▸ Work to complete:
Every line below that holds "Bradford" must be copied.

▸ Entries taken from a collection:

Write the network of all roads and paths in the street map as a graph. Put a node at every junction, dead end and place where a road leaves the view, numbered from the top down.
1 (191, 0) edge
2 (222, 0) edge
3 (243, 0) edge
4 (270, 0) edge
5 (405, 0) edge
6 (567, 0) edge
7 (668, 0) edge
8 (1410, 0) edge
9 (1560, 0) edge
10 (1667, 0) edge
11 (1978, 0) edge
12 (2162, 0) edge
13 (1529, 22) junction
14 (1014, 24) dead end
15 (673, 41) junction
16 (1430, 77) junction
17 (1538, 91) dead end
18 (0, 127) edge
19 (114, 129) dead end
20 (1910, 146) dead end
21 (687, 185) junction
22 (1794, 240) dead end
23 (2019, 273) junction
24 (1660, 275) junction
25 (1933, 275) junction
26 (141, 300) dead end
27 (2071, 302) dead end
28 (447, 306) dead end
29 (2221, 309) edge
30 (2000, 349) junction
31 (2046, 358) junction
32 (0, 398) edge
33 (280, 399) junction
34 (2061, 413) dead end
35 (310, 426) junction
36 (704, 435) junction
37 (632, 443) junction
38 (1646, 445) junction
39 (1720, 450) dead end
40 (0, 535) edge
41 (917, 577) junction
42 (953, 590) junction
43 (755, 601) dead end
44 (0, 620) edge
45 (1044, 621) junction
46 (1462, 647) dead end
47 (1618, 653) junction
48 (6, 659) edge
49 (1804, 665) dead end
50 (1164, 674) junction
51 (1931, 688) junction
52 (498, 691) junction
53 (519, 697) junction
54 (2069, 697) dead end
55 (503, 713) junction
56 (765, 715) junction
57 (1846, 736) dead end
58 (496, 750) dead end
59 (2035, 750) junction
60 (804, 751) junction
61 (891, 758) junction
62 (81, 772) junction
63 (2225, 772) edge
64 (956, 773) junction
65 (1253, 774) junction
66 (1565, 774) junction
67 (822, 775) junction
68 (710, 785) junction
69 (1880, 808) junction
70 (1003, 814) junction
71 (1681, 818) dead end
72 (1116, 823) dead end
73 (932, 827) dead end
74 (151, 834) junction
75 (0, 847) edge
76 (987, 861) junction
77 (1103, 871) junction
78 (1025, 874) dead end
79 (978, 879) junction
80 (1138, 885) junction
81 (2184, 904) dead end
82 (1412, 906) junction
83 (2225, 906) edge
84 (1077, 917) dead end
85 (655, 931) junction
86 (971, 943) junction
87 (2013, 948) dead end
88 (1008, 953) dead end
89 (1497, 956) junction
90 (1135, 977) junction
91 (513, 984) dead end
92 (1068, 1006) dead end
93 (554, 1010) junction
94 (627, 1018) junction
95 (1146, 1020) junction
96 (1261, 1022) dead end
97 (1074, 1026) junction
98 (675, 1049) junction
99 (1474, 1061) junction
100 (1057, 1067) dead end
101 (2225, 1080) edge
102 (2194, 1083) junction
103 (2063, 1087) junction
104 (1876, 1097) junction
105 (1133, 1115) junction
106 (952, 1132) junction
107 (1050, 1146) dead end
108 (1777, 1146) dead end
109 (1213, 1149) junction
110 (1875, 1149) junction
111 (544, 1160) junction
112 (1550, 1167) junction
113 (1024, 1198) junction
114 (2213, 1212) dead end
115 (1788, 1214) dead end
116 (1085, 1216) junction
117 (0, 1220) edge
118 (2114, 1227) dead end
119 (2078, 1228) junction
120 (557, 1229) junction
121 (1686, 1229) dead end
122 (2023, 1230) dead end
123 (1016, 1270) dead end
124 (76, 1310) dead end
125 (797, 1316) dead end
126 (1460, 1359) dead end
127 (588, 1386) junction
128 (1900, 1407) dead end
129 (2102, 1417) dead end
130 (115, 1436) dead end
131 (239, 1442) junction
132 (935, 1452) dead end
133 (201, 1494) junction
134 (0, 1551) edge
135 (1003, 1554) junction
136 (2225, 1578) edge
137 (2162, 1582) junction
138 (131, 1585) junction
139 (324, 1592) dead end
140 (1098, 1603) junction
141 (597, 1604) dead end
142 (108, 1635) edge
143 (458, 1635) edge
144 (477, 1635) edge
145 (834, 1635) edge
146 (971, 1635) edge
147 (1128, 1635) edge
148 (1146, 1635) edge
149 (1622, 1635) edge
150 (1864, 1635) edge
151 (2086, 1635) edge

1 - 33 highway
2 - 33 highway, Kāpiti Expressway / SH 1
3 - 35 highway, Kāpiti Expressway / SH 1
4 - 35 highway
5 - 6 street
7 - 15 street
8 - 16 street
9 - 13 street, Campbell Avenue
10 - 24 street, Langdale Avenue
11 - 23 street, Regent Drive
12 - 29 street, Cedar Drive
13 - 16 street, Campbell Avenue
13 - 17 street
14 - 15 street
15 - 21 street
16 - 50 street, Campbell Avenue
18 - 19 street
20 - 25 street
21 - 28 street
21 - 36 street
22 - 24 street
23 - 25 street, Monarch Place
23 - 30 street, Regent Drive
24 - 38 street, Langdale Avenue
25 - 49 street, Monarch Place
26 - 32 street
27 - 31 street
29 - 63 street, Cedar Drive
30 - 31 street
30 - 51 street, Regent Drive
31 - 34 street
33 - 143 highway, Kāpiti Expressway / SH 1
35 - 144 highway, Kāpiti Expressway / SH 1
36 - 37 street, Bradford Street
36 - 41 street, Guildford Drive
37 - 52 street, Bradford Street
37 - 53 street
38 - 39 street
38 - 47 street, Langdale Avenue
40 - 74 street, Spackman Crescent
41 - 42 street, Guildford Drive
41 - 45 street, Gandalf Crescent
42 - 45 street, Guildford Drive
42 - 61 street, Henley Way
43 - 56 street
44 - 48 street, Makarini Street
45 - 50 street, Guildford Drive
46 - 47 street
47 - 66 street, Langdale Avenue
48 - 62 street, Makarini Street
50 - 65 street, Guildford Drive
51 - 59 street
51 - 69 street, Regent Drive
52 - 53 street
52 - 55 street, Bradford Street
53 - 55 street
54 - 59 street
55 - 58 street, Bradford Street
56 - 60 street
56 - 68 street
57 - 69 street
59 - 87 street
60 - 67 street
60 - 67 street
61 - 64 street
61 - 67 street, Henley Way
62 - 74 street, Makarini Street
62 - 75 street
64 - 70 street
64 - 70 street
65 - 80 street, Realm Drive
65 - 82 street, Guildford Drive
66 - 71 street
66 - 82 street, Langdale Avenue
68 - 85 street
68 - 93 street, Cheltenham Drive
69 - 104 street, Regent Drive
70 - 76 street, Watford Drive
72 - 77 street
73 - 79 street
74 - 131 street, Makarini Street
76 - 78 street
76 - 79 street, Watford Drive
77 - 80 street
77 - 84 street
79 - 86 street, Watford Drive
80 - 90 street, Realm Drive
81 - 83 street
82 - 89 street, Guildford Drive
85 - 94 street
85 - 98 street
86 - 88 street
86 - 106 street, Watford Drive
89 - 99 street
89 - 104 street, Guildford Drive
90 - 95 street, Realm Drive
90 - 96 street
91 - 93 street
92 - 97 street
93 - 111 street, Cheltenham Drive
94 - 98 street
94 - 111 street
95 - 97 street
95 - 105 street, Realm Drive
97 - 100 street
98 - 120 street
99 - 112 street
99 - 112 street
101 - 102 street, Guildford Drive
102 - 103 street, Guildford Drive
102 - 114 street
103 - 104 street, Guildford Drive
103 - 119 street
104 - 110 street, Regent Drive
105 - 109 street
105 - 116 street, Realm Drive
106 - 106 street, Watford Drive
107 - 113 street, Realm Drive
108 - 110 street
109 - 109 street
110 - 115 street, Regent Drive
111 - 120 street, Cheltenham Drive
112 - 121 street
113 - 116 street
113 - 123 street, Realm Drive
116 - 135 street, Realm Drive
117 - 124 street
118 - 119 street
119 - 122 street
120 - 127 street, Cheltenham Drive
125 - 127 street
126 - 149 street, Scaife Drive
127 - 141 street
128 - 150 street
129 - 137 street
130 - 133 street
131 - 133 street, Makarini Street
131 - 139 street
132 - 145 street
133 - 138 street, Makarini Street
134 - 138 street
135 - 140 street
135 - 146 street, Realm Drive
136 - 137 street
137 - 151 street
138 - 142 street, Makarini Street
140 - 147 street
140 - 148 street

▸ Response to the exercise:
36 - 37 street, Bradford Street
37 - 52 street, Bradford Street
52 - 55 street, Bradford Street
55 - 58 street, Bradford Street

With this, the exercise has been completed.